Crossing the border into Bosnia and Herzegovina

I had read that medieval tombstones called stećci in the area of Herzegovina are on the UNESCO World Heritage List and I found out that a good place to see some is at Radimlja. So we made another little detour from our detour.

The tombstones are from the 14th and 15th century with lovely ornaments, some with lines, rosettes or simple symbols, others with scenes of hunting or tournaments. Male figures with a raised hand and arrow and bow are connected to members of the ruling family. The stećci were made of limestone cut from Ošanići hill, trimmed and then moved to the necropolis for final work and ornamentation.

Flower of the Day

Our next detour was to Blagaj where a river emerges from a cliff and a famous tekke sits just underneath the rocks. On the way we could admire how the wind decorated the landscape with a lot of plastic which was left to fly around until it got caught by a bush or fence.

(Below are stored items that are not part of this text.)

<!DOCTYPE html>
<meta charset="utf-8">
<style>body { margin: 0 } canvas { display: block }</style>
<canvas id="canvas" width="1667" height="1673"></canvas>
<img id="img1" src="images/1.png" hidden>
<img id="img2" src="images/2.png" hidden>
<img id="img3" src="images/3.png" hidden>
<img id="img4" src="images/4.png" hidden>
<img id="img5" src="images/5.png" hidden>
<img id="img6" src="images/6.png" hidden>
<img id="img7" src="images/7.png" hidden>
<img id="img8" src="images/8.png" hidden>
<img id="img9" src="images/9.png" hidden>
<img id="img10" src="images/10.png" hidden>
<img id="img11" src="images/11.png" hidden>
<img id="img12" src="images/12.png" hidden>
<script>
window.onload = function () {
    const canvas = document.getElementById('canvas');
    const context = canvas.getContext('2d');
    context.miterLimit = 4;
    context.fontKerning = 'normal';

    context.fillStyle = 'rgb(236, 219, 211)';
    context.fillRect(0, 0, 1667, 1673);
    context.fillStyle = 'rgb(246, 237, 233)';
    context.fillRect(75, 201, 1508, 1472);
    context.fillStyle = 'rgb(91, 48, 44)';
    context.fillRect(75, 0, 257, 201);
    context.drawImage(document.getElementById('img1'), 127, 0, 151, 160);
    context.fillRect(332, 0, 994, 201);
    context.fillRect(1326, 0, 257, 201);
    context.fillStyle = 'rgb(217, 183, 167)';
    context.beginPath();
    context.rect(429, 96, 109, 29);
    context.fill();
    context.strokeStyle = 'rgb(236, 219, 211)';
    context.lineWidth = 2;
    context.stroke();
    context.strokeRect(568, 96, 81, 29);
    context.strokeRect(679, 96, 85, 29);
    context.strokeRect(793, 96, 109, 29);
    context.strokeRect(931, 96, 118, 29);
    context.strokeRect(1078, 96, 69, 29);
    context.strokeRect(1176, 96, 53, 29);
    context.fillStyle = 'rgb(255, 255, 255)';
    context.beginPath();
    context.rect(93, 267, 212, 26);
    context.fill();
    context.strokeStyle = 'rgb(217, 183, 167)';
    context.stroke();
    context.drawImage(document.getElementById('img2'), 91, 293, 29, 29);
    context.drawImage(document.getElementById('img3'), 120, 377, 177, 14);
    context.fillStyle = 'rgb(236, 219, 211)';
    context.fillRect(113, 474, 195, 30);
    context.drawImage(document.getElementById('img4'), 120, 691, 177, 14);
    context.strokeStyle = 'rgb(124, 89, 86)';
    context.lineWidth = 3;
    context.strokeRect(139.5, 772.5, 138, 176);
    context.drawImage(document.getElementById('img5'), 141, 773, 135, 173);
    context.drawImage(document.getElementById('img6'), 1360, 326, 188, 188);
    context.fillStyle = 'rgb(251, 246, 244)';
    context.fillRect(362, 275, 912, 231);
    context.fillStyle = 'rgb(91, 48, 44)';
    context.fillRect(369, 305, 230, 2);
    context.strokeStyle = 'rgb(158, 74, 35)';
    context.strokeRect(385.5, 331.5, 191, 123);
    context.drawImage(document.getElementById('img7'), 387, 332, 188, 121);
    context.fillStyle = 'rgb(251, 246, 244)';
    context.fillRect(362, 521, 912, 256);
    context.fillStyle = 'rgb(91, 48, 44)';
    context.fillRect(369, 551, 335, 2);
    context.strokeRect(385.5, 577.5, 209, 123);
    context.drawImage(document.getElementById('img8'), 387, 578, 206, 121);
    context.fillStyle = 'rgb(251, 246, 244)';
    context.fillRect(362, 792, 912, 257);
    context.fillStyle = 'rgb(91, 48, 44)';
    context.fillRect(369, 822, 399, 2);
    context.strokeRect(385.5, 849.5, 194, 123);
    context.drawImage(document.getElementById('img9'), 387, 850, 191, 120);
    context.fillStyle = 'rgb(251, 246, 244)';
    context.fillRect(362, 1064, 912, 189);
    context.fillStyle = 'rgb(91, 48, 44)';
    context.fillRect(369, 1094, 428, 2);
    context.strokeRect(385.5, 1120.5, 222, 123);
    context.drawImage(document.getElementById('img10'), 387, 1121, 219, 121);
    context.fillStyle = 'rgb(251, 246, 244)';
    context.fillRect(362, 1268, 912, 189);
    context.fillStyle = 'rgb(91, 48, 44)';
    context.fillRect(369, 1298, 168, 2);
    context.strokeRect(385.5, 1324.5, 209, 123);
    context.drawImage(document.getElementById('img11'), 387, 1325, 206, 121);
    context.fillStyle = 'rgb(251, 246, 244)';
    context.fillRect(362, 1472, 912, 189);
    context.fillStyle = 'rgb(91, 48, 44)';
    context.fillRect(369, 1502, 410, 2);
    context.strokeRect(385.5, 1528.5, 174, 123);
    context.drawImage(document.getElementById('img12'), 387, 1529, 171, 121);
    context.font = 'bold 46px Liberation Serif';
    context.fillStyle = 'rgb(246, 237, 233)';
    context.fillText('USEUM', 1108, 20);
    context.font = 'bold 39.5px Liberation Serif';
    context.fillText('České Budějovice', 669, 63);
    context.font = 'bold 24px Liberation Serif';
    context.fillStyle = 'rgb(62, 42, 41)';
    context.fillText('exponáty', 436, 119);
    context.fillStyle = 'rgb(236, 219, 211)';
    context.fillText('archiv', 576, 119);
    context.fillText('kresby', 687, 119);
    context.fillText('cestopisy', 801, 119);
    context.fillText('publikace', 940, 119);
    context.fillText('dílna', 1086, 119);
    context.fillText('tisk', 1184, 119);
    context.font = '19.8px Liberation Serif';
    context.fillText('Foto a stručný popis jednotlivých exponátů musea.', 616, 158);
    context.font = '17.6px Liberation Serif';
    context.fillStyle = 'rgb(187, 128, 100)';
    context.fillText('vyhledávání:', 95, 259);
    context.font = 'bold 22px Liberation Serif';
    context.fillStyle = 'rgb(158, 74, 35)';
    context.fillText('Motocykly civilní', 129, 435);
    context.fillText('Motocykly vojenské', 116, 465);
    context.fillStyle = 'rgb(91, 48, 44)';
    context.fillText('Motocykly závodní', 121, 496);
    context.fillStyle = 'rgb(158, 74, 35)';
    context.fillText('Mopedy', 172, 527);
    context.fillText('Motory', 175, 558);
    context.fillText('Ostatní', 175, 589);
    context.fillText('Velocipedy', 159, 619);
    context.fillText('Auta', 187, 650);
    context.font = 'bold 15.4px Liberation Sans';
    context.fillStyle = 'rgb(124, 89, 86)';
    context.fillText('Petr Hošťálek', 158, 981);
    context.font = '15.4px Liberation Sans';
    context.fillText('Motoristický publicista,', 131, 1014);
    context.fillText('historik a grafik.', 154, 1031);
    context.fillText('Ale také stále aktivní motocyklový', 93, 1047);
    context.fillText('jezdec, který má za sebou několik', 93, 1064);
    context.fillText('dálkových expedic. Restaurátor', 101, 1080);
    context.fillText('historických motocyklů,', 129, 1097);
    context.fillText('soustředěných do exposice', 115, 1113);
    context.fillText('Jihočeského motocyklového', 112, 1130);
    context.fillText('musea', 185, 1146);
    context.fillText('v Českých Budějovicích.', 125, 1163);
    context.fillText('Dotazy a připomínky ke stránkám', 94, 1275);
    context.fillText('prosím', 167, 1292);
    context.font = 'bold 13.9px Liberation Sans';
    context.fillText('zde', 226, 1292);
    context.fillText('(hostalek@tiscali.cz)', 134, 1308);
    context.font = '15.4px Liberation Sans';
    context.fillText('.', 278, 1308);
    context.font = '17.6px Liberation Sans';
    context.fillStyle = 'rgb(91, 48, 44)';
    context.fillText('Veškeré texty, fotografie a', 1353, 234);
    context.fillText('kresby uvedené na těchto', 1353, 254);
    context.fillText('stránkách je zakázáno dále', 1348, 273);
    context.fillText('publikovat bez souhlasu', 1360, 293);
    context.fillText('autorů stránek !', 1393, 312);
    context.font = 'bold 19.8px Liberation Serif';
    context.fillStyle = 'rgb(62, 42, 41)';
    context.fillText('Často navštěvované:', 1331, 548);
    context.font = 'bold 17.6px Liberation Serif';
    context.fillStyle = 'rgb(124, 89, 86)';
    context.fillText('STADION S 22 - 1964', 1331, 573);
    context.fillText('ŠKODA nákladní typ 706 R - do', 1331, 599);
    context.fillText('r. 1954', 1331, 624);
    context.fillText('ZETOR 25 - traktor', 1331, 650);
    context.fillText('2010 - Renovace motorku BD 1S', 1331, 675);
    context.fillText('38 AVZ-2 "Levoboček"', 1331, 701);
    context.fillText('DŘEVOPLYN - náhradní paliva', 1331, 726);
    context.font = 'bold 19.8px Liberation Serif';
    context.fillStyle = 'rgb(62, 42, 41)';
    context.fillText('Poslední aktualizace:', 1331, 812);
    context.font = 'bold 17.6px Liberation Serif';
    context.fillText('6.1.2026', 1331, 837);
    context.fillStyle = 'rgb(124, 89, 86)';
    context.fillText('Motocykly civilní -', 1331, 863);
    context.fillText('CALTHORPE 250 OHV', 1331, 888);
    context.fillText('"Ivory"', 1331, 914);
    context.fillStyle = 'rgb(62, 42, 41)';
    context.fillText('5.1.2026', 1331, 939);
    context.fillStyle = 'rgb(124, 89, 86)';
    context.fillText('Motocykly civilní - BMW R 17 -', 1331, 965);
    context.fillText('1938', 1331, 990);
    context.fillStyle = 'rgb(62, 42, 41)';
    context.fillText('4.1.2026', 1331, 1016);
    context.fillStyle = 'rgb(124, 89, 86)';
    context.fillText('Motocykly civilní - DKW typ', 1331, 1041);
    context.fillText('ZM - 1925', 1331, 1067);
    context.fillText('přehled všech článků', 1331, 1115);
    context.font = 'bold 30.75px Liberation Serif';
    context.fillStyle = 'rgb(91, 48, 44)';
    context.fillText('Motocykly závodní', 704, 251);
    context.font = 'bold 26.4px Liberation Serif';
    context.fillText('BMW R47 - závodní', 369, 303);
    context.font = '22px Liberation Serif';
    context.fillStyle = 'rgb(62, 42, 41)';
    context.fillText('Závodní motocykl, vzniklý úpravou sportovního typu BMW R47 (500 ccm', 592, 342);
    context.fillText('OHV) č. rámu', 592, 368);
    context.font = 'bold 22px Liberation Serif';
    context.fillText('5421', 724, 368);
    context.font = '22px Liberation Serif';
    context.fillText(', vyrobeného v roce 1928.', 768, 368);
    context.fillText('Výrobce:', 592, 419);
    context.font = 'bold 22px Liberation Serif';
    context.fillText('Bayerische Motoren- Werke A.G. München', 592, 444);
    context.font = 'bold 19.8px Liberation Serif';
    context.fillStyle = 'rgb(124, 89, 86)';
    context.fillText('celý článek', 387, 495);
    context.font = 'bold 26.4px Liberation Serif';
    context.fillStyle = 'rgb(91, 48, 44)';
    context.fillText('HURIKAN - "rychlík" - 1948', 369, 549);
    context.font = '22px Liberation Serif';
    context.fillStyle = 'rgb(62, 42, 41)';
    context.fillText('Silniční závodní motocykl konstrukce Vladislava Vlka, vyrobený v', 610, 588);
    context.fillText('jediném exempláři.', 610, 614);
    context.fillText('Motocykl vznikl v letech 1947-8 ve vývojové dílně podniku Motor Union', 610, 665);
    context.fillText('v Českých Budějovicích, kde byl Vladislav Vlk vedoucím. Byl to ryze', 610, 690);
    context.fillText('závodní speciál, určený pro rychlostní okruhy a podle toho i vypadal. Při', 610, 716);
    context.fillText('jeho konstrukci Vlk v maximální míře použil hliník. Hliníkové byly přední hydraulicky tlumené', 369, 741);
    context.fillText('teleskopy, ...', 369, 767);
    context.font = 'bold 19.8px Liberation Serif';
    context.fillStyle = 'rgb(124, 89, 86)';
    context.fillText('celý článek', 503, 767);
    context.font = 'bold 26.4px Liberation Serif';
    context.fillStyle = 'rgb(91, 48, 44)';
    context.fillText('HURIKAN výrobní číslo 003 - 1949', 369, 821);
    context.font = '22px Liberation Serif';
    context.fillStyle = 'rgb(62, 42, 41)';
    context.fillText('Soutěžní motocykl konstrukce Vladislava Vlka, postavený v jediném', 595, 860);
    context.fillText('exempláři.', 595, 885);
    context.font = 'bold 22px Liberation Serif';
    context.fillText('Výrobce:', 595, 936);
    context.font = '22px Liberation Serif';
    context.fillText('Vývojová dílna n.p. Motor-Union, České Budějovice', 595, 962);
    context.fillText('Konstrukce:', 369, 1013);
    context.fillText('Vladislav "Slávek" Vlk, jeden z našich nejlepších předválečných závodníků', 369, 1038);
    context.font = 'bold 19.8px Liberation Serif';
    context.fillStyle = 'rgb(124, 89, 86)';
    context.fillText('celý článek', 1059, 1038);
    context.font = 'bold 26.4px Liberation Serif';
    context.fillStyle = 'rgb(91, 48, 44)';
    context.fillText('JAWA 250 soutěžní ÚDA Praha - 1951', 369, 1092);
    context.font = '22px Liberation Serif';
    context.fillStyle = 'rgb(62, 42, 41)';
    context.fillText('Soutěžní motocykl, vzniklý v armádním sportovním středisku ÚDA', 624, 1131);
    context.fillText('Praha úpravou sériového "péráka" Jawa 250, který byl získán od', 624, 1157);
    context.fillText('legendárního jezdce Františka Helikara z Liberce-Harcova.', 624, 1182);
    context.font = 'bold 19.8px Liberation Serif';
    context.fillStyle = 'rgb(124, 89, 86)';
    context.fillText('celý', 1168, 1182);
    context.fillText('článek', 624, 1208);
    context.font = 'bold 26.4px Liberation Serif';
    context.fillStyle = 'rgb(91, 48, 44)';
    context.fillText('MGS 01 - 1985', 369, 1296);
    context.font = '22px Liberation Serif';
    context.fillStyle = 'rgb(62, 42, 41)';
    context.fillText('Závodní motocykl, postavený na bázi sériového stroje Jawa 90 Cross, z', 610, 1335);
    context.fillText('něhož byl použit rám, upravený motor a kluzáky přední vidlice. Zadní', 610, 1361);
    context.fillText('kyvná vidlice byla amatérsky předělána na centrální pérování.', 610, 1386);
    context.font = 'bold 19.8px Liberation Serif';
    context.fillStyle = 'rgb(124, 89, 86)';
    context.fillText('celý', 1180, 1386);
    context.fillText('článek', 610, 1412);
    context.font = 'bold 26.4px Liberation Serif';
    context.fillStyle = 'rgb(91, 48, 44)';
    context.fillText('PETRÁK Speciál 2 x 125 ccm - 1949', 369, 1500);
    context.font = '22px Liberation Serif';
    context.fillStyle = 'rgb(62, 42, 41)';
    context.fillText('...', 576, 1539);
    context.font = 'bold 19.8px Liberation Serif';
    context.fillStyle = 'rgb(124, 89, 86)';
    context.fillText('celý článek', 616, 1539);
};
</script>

Rubbish collection on strike ?

Finally we reached Blagaj, which has a big parking from where we walked a little further up the river until we reached the dervish monastery.

Blagaj tekke

The Blagaj Tekke was built very soon after Ottoman rule was established in Herzegovina, around about 1520. A tekke is a building designed specifically for gatherings of a Sufi brotherhood and is a place for spiritual retreat and character reformation. The buildings are tucked into the natural surroundings, next to the cliffs and the source of the Buna river. Some of the buildings have been preserved to this day.

Calling for prayer

A scarf was provided for female visitors

Roof at the bath of the monastery

The spring of the Buna river behind us

Blagaj tekke from the other side of the river

Coffee at the river
Finally we reached the main goal of our detour from the coast: Mostar. It is situated on the Neretva River and is the fifth-largest city of Bosnia-Herzegovina. Mostar was named after the bridge keepers (mostari) who in the medieval times guarded the Stari Most (Old Bridge) over the Neretva.
Church tower seems to be a statement

Many houses have not been restored after the war

Bazaar around the bridge

Souvenirs made from copper

Stari Most

Mosques on the other side of the river

Iron door at the bazaar telling the history

Stari Most

The Stari Most, which means Old Bridge, was considered an exemplary piece of Balkan Islamic architecture, commissioned by Suleiman the Magnificent in 1557. The Old Bridge stood for 427 years connecting the two sides of town over the river Neretva until it was destroyed in 1993 by Croat paramilitary forces during the Croat–Bosniak War. After the war it was reconstructed and opened again in 2004.

Selfie Time!

Abandoned and restored are close together in Mostar

We had parked next to a graveyard where everybody died in 1992

After our visit to Mostar we returned to the coast of Croatia where we found a lovely spot not far from the highway but at a river which would be nice for a dip in summer (43.481402,16.841049)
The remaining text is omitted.